Work request:
Search each line of the data for the word "Mayo"; copy every line where it is found.

━━ Data excerpts ━━

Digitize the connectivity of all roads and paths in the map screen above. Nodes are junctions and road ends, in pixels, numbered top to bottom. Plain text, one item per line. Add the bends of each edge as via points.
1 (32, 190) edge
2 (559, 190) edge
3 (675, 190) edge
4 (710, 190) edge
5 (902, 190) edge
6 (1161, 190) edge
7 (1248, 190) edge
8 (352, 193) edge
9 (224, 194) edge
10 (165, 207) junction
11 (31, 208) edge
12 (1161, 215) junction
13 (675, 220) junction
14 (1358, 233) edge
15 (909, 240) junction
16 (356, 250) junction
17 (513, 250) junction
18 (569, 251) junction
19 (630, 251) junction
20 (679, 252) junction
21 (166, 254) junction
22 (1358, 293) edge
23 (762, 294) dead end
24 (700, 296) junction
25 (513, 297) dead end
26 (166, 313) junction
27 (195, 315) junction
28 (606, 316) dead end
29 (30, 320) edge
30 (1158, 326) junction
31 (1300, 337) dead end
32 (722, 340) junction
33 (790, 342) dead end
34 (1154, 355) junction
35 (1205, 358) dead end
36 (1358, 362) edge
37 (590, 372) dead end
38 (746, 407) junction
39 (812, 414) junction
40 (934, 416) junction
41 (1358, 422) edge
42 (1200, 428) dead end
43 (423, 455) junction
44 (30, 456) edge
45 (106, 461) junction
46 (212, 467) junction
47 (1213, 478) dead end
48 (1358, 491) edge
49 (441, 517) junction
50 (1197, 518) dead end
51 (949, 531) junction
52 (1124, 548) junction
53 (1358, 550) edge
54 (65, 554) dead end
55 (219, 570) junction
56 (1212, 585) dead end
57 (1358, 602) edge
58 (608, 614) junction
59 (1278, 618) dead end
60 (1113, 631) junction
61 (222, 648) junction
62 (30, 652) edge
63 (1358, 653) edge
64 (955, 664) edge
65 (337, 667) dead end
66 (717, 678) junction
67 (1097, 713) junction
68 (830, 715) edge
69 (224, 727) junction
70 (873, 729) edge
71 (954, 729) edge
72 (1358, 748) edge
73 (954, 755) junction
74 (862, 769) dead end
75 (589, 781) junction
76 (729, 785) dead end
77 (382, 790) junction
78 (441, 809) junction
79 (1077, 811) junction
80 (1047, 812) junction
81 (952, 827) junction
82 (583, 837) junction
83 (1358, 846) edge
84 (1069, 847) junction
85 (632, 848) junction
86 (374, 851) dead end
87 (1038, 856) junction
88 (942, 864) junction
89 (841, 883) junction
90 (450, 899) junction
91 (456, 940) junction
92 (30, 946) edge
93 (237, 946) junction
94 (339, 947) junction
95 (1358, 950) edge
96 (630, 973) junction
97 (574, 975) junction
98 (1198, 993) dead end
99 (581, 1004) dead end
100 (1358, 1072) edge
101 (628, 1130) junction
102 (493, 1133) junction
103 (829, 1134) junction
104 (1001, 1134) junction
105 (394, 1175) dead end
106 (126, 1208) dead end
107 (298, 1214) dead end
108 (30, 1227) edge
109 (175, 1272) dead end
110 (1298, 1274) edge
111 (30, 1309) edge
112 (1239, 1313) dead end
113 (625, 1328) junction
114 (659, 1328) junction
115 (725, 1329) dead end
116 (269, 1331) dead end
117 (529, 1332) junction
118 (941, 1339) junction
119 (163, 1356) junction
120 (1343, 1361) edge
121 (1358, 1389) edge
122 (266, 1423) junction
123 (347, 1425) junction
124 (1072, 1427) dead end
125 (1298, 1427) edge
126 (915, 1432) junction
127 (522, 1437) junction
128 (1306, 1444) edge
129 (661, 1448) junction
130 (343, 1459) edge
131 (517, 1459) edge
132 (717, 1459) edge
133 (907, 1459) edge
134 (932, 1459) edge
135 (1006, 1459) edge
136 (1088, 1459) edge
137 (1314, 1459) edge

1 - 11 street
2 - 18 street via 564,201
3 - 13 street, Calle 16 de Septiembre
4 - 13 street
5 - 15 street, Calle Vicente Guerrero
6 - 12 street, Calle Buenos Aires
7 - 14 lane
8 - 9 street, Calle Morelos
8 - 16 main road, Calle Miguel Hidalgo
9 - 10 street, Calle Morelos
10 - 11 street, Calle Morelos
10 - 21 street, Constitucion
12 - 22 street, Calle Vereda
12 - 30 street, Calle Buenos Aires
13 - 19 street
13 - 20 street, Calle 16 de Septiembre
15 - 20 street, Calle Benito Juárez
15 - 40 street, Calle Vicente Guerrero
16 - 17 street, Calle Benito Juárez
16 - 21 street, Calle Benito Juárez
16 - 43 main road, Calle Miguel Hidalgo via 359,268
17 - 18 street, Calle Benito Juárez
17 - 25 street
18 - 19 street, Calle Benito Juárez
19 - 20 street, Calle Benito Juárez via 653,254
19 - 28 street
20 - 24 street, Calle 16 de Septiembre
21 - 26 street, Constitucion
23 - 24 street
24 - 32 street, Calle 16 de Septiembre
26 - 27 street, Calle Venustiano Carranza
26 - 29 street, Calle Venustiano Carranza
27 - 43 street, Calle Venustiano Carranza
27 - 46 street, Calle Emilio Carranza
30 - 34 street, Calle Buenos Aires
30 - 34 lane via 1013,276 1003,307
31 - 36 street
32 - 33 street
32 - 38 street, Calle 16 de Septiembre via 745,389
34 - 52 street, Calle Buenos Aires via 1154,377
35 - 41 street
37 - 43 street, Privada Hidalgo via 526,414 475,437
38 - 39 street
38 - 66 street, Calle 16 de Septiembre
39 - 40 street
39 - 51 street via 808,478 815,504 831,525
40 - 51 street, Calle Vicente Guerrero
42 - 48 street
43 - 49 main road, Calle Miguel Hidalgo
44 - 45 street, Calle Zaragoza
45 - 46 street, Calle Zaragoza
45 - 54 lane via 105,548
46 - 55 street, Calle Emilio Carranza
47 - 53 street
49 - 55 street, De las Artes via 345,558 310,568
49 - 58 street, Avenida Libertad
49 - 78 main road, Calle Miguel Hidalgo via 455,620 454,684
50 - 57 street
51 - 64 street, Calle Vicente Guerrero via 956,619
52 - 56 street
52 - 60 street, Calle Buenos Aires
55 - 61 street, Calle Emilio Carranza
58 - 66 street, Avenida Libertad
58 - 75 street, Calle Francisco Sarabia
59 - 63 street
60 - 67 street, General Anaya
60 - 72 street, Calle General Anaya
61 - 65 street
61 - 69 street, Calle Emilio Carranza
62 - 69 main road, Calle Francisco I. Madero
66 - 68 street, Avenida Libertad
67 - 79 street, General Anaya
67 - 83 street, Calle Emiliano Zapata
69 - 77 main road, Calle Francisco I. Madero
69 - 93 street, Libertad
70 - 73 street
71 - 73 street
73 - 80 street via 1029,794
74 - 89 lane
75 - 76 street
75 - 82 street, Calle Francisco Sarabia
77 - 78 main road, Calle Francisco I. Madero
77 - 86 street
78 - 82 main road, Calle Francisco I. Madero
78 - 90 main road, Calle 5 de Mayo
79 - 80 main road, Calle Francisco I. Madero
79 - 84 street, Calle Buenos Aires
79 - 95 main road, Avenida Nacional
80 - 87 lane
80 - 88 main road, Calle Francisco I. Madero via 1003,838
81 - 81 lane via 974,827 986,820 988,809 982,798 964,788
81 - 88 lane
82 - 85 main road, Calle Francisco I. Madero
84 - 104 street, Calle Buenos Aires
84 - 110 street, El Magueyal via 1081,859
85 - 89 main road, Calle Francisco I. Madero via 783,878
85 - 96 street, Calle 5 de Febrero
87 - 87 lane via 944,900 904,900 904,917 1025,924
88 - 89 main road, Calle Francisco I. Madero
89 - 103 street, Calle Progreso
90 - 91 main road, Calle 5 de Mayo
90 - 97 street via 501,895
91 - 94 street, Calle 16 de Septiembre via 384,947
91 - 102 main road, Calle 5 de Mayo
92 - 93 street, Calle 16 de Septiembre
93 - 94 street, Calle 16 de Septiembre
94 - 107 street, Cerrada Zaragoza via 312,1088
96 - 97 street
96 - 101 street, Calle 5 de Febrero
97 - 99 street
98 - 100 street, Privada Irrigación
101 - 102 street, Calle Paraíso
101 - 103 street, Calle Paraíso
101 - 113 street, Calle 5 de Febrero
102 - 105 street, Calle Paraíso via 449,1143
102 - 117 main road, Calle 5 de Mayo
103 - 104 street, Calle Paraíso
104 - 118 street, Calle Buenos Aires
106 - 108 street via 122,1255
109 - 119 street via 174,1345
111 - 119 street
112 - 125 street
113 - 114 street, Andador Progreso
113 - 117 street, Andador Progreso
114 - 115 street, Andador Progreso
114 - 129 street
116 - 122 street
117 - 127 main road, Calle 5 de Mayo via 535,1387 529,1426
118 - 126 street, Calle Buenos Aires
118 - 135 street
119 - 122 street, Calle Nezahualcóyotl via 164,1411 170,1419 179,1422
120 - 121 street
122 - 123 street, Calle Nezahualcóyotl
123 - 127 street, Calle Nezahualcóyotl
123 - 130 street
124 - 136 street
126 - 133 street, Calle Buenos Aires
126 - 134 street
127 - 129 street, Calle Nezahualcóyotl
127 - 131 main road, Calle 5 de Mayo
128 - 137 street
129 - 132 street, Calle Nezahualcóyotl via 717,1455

━━━

Response box:
78 - 90 main road, Calle 5 de Mayo
90 - 91 main road, Calle 5 de Mayo
91 - 102 main road, Calle 5 de Mayo
102 - 117 main road, Calle 5 de Mayo
117 - 127 main road, Calle 5 de Mayo via 535,1387 529,1426
127 - 131 main road, Calle 5 de Mayo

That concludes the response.